Machine learning model TensorFlow, Keras: Facilitated our model training and model architecture, Python, OpenCV, Prediction Guard LLM, Intel Developer Cloud, Pandas, NumPy, Sklearn, Matplotlib
Frontend TypeScript, Convex, React.js, Shadcn (Components), FramerMotion (Animated components), TailwindCSS
Backend TypeScript, Convex Database & File storage, Clerk (OAuth User login authentication), Python, Flask, Vite, InfoBip (Twillio-like service)
We had a lot of trouble cleaning and applying the HAM10000 skin images dataset. Due to long run times, we found it very challenging to make any progress on tuning our model and sorting the data. We eventually started splitting our dataset into smaller batches and training our model on a small amount of data before scaling up which worked around our problem. We also had a lot of trouble normalizing our data, and figuring out how to deal with a large Melanocytic nevi class imbalance. After much trial and error, we were able to correctly apply data augmentation and oversampling methods to address the class imbalance issue.
One of our biggest challenges was setting up our backend Flask server. We encountered so many environment errors, and for a large portion of the time, the server was only able to run on one computer. After many Google searches, we persevered and resolved the errors.
We are incredibly proud of developing a working open-source, AI-powered application that democratizes access to skin cancer assessments.

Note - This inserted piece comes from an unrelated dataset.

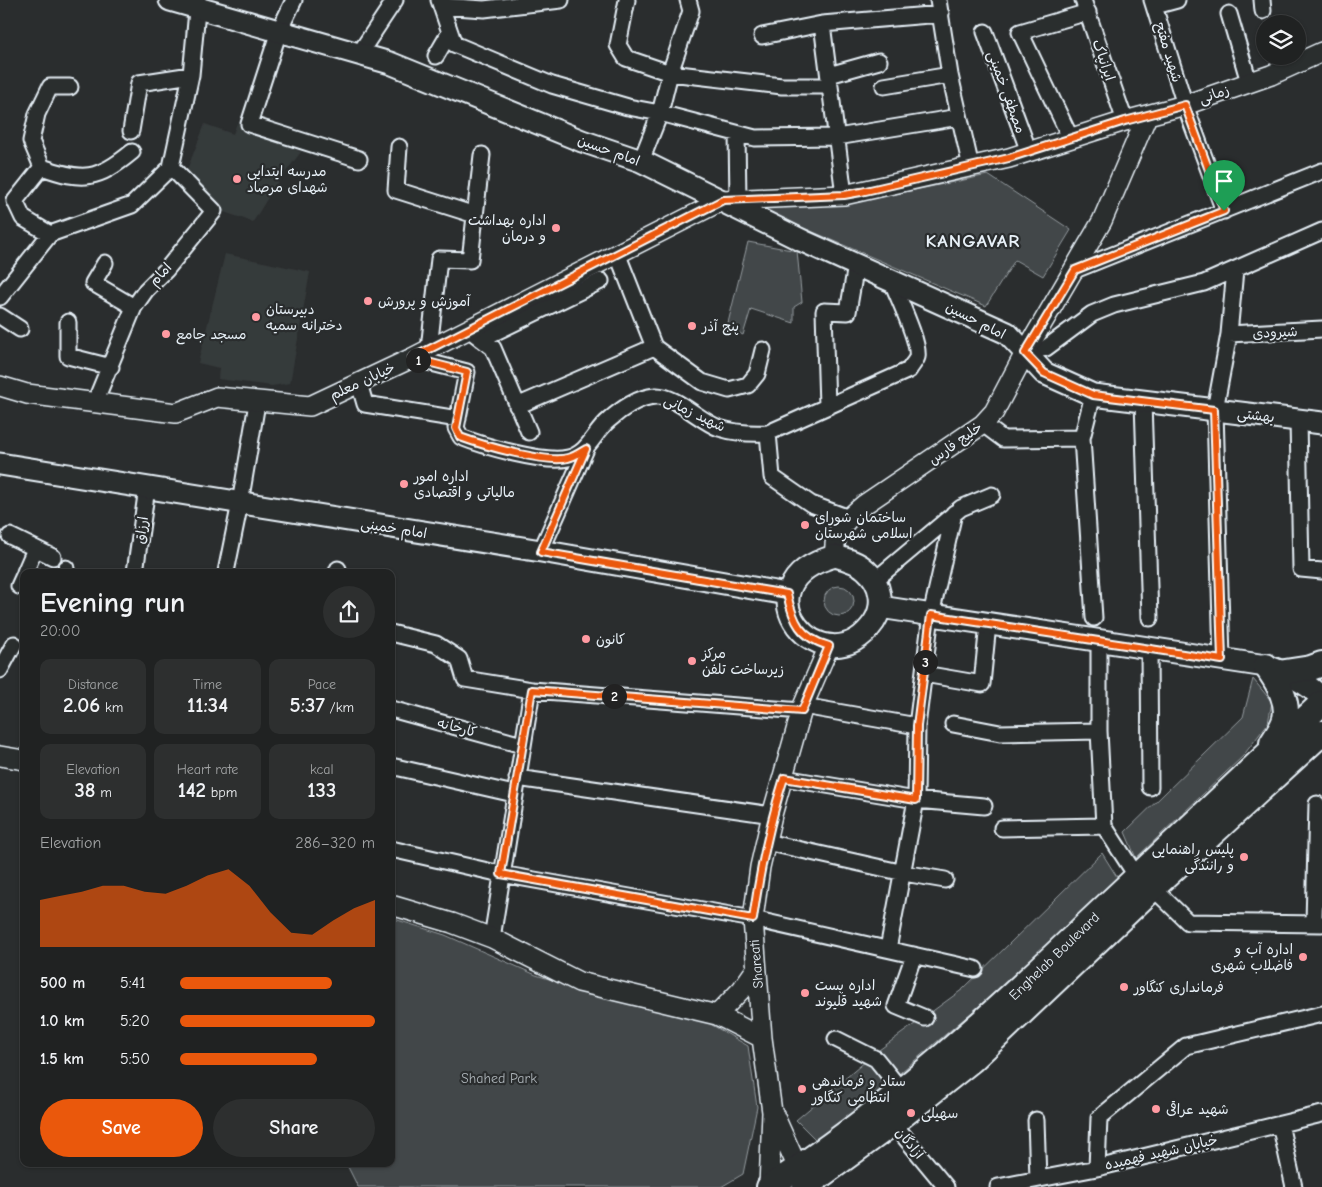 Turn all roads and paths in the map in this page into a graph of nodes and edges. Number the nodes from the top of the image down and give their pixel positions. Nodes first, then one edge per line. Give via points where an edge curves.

Tackling the technical challenges of cleaning and applying the HAM10000 skin images dataset, dealing with class imbalances, and normalizing data has been a journey of persistence and innovation.
Setting up a secure and reliable backend server was another significant hurdle we overcame. The process taught us the importance of resilience and resourcefulness, as we navigated through numerous environmental errors to achieve a stable and scalable solution that protects patient data confidentiality.
Integrating many technologies that were new to a lot of the team such as Clerk for authentication, Convex for user data management, Prediction Guard LLM, and Intel Developer Cloud.
Extending beyond the technical domain, reflecting a deep dedication to inclusivity, education, and empowerment in healthcare.
Critical importance of data quality and management in AI-driven applications. The challenges we faced in cleaning and applying the HAM10000 skin images dataset underscored the need for meticulous data preprocessing to ensure AI model accuracy, reliability, and equality.
How to Integrate many different new technologies such as Convex, Clerk, Flask, Intel Cloud Development, Prediction Guard LLM, and Infobip to create a seamless and secure user experience.
Finding users to foster future development and feedback.
Partnering with healthcare organizations and senior communities for wider adoption.
Continuously improving upon data curation, model training, and user experience through ongoing research and development.